Solar panels on the roof and a shoe cubby just inside the front door all help to inform those looking for ways to live a greener life. But the home, in a new development in Hardeeville, between Hilton Head and Savannah, is not for sale at any price.
The 2,000-square-foot furnished residence is HGTV's first Green Home and will be given away in a nationwide contest. The winner of the house, in Tradition Hilton Head, a new Core Communities development, will be announced during a June 8 television broadcast. It's part of an $850,000 contest package that includes a GMC Yukon Hybrid.
'Vernacular is front and center here,' says Jack Thomasson, HGTV's house planner.
Thomasson has overseen construction of 11 of the 12 homes featured in HGTV's annual 'Dream Home Giveaway.'
'We wanted to build a Lowcountry cottage, charming, cute and green,' he says.
The three-bedroom, two-and-a-half bath cottage has received a gold Leadership in Energy and Environmental Design, also known as LEED, certification from the U.S. Green Building Council, a nonprofit group that wants to make eco-friendly buildings accessible to everyone within one generation. It certifies that the Green Home meets the group's standards for sustainable site development, water savings, energy efficiency, materials selection, indoor environmental quality and innovative design.

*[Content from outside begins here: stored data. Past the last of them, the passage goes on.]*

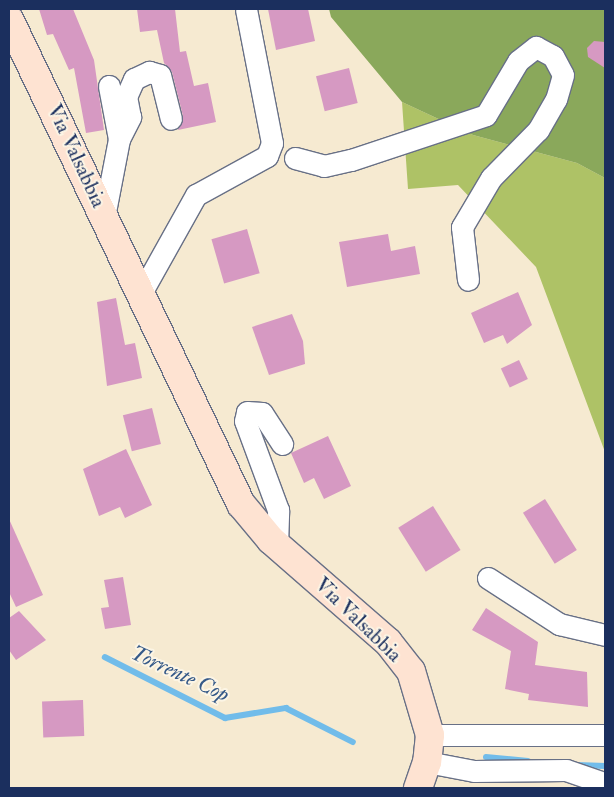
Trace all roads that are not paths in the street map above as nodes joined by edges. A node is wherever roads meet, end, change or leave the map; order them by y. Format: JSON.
{"nodes":[{"id":1,"x":246,"y":9,"type":"edge"},
{"id":2,"x":9,"y":19,"type":"edge"},
{"id":3,"x":109,"y":86,"type":"dead end"},
{"id":4,"x":171,"y":119,"type":"dead end"},
{"id":5,"x":119,"y":139,"type":"junction"},
{"id":6,"x":321,"y":149,"type":"dead end"},
{"id":7,"x":295,"y":158,"type":"junction"},
{"id":8,"x":235,"y":174,"type":"junction"},
{"id":9,"x":104,"y":216,"type":"junction"},
{"id":10,"x":468,"y":280,"type":"dead end"},
{"id":11,"x":140,"y":295,"type":"junction"},
{"id":12,"x":282,"y":444,"type":"dead end"},
{"id":13,"x":277,"y":545,"type":"junction"},
{"id":14,"x":488,"y":578,"type":"dead end"},
{"id":15,"x":605,"y":634,"type":"edge"},
{"id":16,"x":430,"y":735,"type":"junction"},
{"id":17,"x":605,"y":735,"type":"edge"},
{"id":18,"x":428,"y":762,"type":"junction"},
{"id":19,"x":600,"y":782,"type":"dead end"},
{"id":20,"x":418,"y":788,"type":"edge"}],
"edges":[{"from":1,"to":8,"type":"street"},
{"from":2,"to":9,"type":"main road","name":"Via Valsabbia"},
{"from":3,"to":5,"type":"street"},
{"from":4,"to":5,"type":"street"},
{"from":5,"to":9,"type":"street"},
{"from":6,"to":7,"type":"street"},
{"from":7,"to":8,"type":"street"},
{"from":7,"to":10,"type":"street"},
{"from":8,"to":11,"type":"street"},
{"from":9,"to":11,"type":"main road","name":"Via Valsabbia"},
{"from":11,"to":13,"type":"main road","name":"Via Valsabbia"},
{"from":12,"to":13,"type":"street"},
{"from":13,"to":16,"type":"main road","name":"Via Valsabbia"},
{"from":14,"to":15,"type":"street"},
{"from":16,"to":17,"type":"street"},
{"from":16,"to":18,"type":"main road","name":"Via Valsabbia"},
{"from":18,"to":19,"type":"street"},
{"from":18,"to":20,"type":"main road","name":"Via Valsabbia"}]}
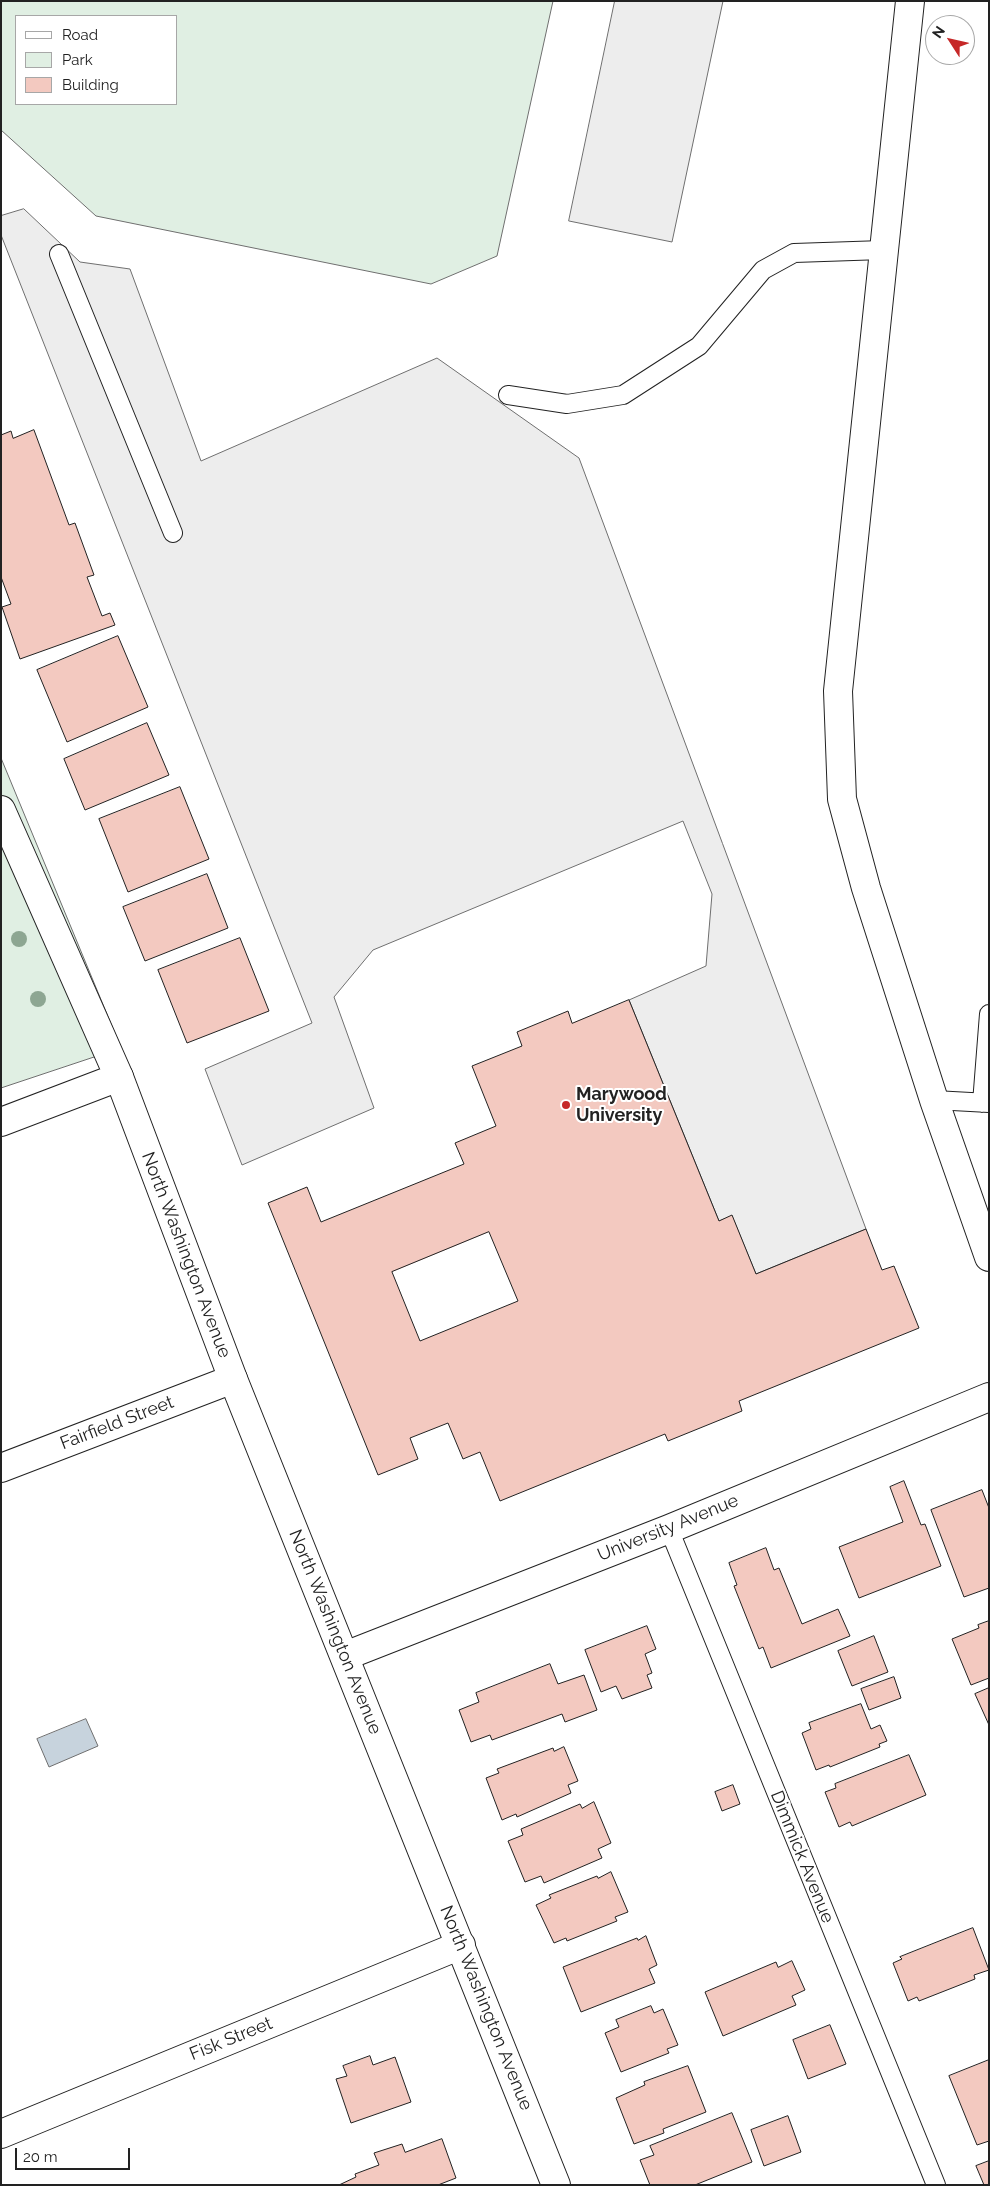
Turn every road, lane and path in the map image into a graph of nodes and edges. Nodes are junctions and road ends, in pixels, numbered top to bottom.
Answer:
1 (910, 1) edge
2 (883, 250) junction
3 (59, 254) dead end
4 (508, 395) dead end
5 (173, 532) dead end
6 (1, 810) edge
7 (989, 1014) edge
8 (119, 1077) junction
9 (934, 1100) junction
10 (986, 1103) edge
11 (1, 1122) edge
12 (989, 1257) edge
13 (233, 1379) junction
14 (989, 1397) edge
15 (1, 1468) edge
16 (669, 1529) junction
17 (345, 1656) junction
18 (461, 1945) junction
19 (1, 2134) edge
20 (556, 2185) edge
21 (936, 2185) edge

1 - 2 street
2 - 4 lane
2 - 9 street
3 - 5 lane
6 - 8 street, North Washington Avenue
7 - 10 lane
8 - 11 street
8 - 13 street, North Washington Avenue
9 - 10 lane
9 - 12 street
13 - 15 street, Fairfield Street
13 - 17 street, North Washington Avenue
14 - 16 street, University Avenue
16 - 17 street, University Avenue
16 - 21 lane, Dimmick Avenue
17 - 18 street, North Washington Avenue
18 - 19 street, Fisk Street
18 - 20 street, North Washington Avenue

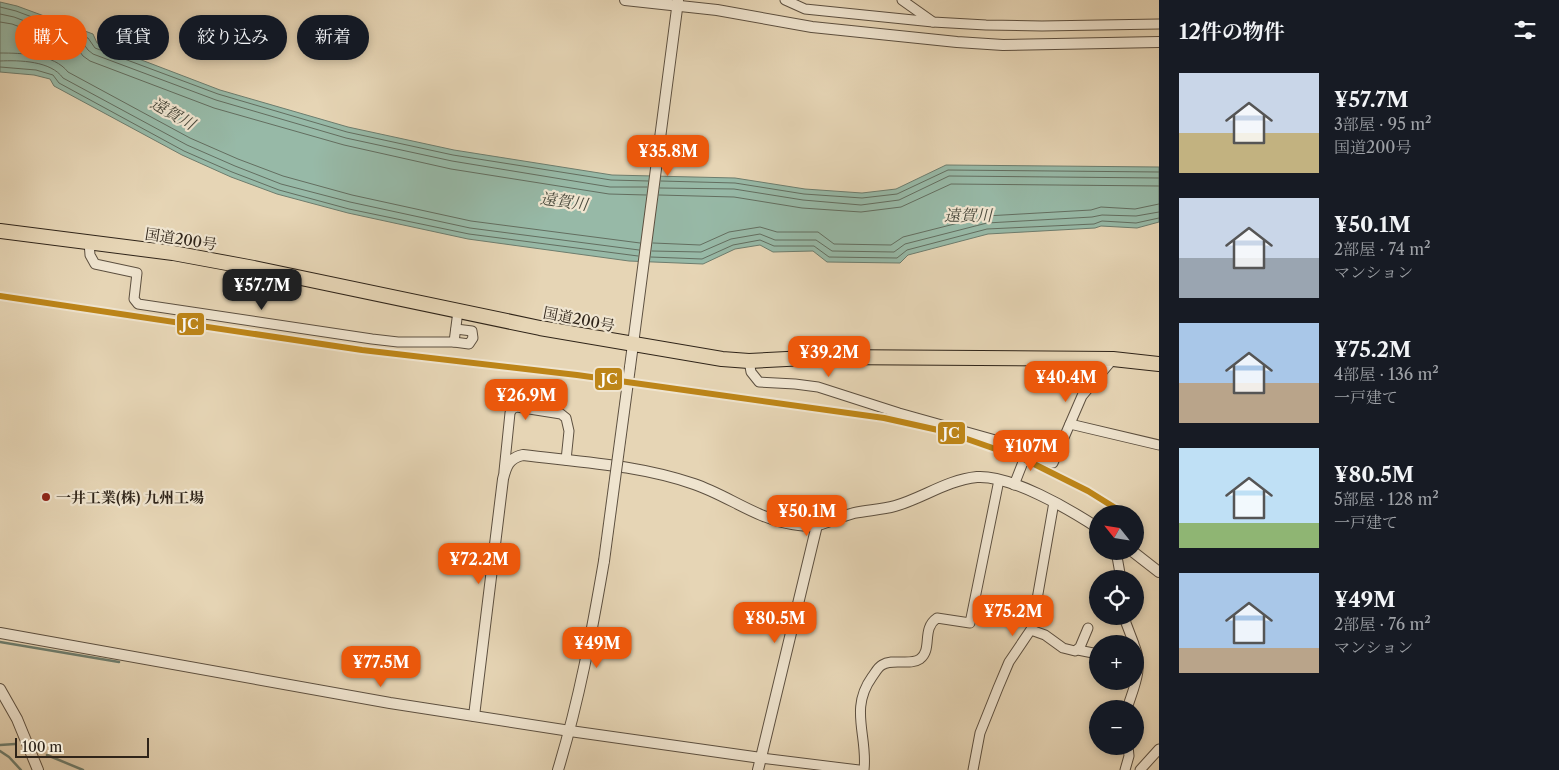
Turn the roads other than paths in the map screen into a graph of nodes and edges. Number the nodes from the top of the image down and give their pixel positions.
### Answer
1 (625, 0) edge
2 (785, 0) edge
3 (902, 0) edge
4 (678, 3) edge
5 (933, 22) junction
6 (1159, 24) edge
7 (1159, 42) edge
8 (0, 231) edge
9 (89, 242) junction
10 (458, 311) junction
11 (456, 328) junction
12 (454, 342) junction
13 (633, 346) junction
14 (1113, 359) junction
15 (749, 361) junction
16 (1159, 364) edge
17 (1070, 424) junction
18 (1159, 445) edge
19 (1027, 452) junction
20 (566, 460) junction
21 (503, 479) junction
22 (999, 480) junction
23 (1014, 485) junction
24 (1054, 502) junction
25 (1089, 523) edge
26 (817, 525) junction
27 (1144, 560) edge
28 (1159, 572) edge
29 (1088, 628) dead end
30 (1031, 630) junction
31 (0, 633) edge
32 (1078, 650) junction
33 (1089, 652) edge
34 (0, 689) edge
35 (474, 716) junction
36 (570, 731) junction
37 (1159, 749) edge
38 (1129, 755) edge
39 (761, 758) junction
40 (38, 770) edge
41 (558, 770) edge
42 (758, 770) edge
43 (859, 770) edge
44 (864, 770) edge
45 (973, 770) edge
46 (1125, 770) edge
47 (1140, 770) edge

1 - 4 street
2 - 5 street
3 - 5 street
4 - 7 street
4 - 13 street
5 - 6 street
8 - 9 highway, 国道200号
9 - 10 highway, 国道200号
9 - 12 street
10 - 11 street
10 - 13 highway, 国道200号
11 - 12 street
11 - 12 street
13 - 15 highway, 国道200号
13 - 36 street, bridge
14 - 15 highway, 国道200号
14 - 16 highway, 国道200号
14 - 17 street
15 - 19 street
17 - 18 street
17 - 19 street
19 - 23 street
20 - 21 street
20 - 21 street
20 - 26 street
21 - 35 street
22 - 23 street
22 - 26 street
22 - 44 street
23 - 24 street
24 - 25 street
24 - 30 street
26 - 39 street
27 - 28 street
29 - 32 street
30 - 32 street
30 - 45 street
31 - 35 street
32 - 33 street
34 - 40 street
35 - 36 street
36 - 39 street
36 - 41 street
37 - 47 street
38 - 46 street
39 - 42 street
39 - 43 street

'The HGTV Green Home is designed to demonstrate that you don't have to be extreme to be green,' Thomasson says.
It provides affordable examples for those who want to make eco-friendly lifestyle decisions for their own homes. They include a rainwater-harvesting system for operating the water-efficient toilets and irrigating the low-maintenance landscape of native vegetation. The water flows into a cistern that can hold 500 gallons.
Solar panels on the roof provide enough energy to power the house for 72 hours and save about 20 percent of the electricity that would be provided by a power plant, says Thomasson. The home's owner will be able to use the energy it generates to offset what it consumes from the power company.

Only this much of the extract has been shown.